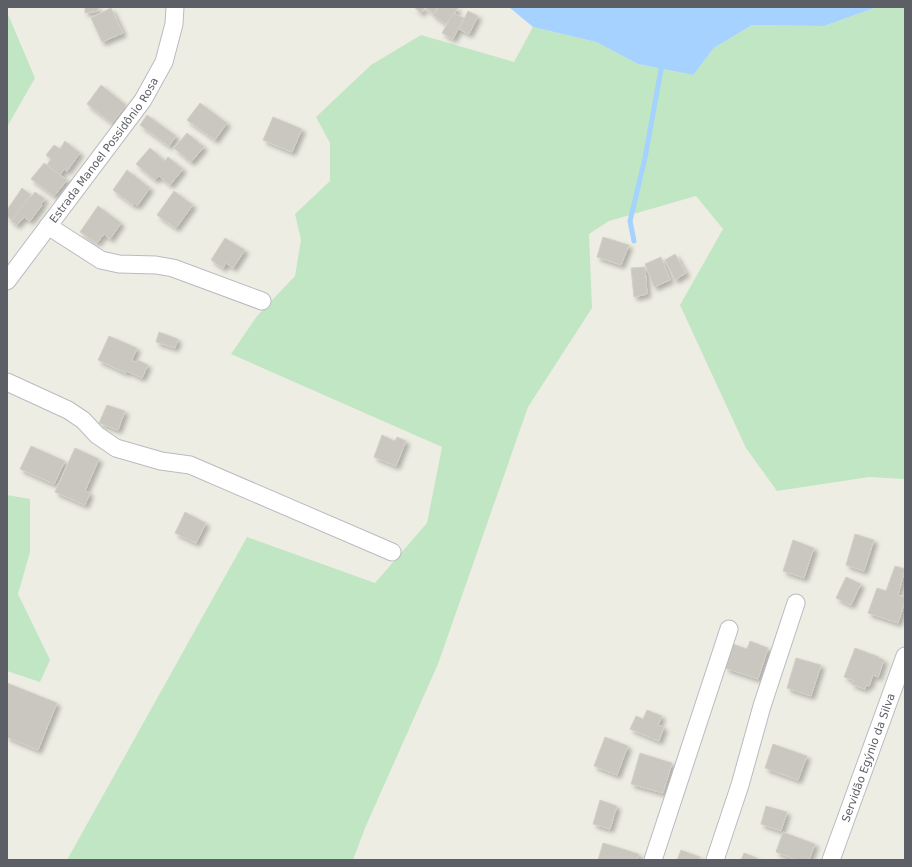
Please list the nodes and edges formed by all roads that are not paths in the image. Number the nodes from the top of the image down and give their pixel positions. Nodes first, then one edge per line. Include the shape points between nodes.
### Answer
1 (175, 7) edge
2 (48, 226) junction
3 (7, 281) edge
4 (262, 301) dead end
5 (7, 382) edge
6 (392, 552) dead end
7 (796, 603) dead end
8 (729, 629) dead end
9 (905, 656) edge
10 (653, 860) edge
11 (715, 860) edge
12 (831, 860) edge

1 - 2 street, Estrada Manoel Possidônio Rosa via 174,24 164,62 143,100
2 - 3 street, Estrada Manoel Possidônio Rosa
2 - 4 street via 101,260 173,268
5 - 6 street via 68,410 116,448 161,462 190,466
7 - 11 street
8 - 10 street
9 - 12 street, Servidão Egýnio da Silva

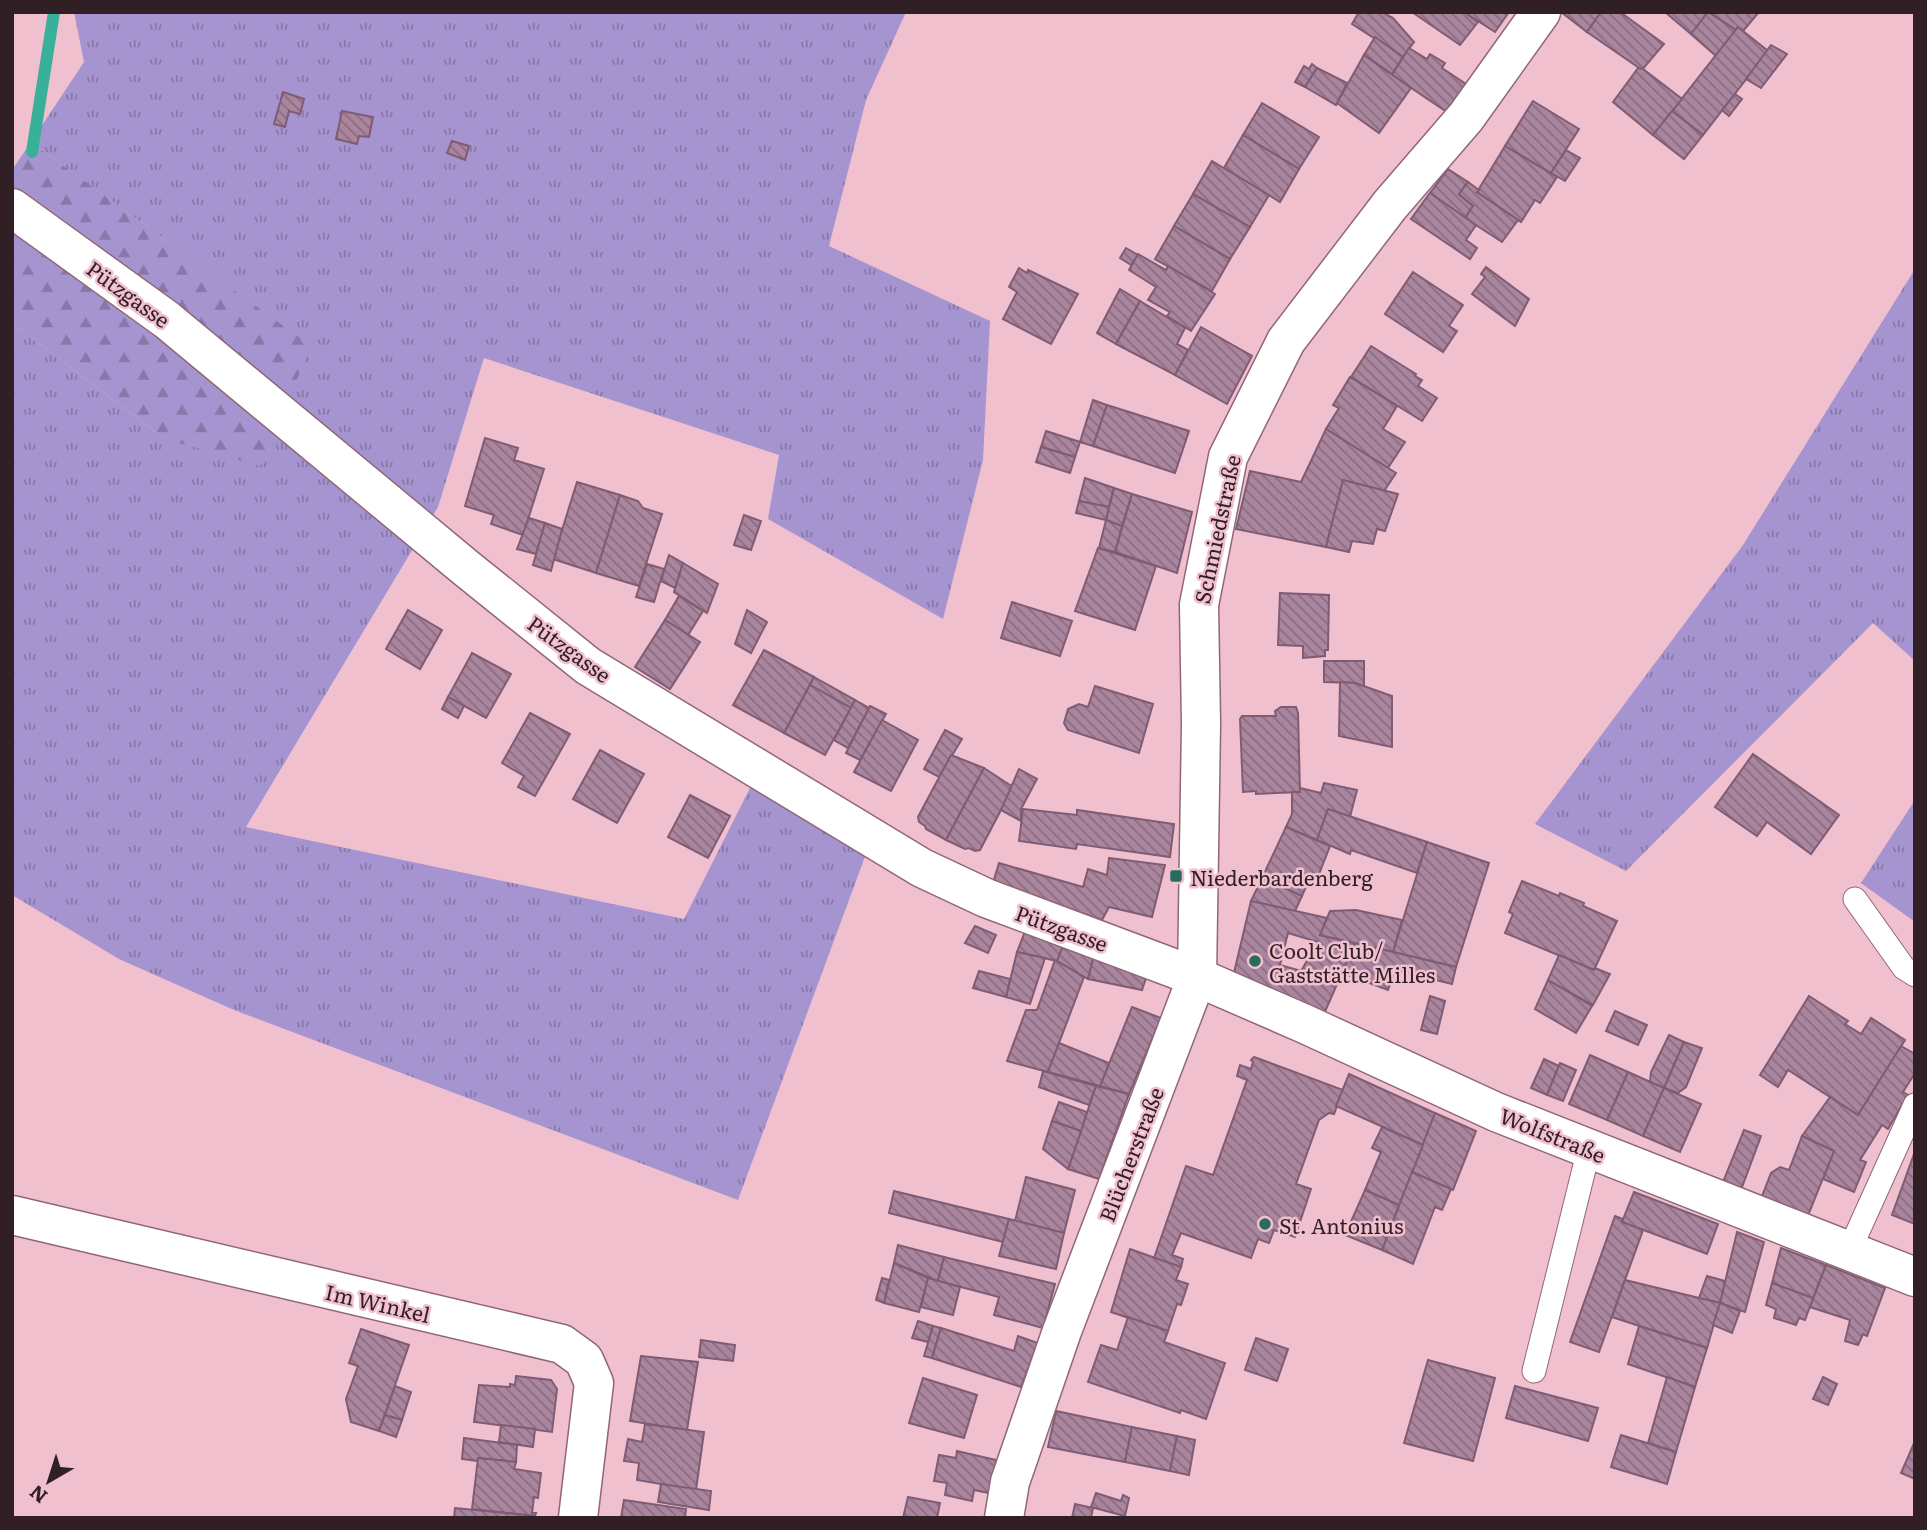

....

**WHAT TO DO**
Set down each record above exactly as it stands and leave out all pictures.

**RESPONSE AREA**
Please list the nodes and edges formed by all roads that are not paths in the image. Number the nodes from the top of the image down and give their pixel positions. Nodes first, then one edge per line. Include the shape points between nodes.
### Answer
1 (175, 7) edge
2 (48, 226) junction
3 (7, 281) edge
4 (262, 301) dead end
5 (7, 382) edge
6 (392, 552) dead end
7 (796, 603) dead end
8 (729, 629) dead end
9 (905, 656) edge
10 (653, 860) edge
11 (715, 860) edge
12 (831, 860) edge

1 - 2 street, Estrada Manoel Possidônio Rosa via 174,24 164,62 143,100
2 - 3 street, Estrada Manoel Possidônio Rosa
2 - 4 street via 101,260 173,268
5 - 6 street via 68,410 116,448 161,462 190,466
7 - 11 street
8 - 10 street
9 - 12 street, Servidão Egýnio da Silva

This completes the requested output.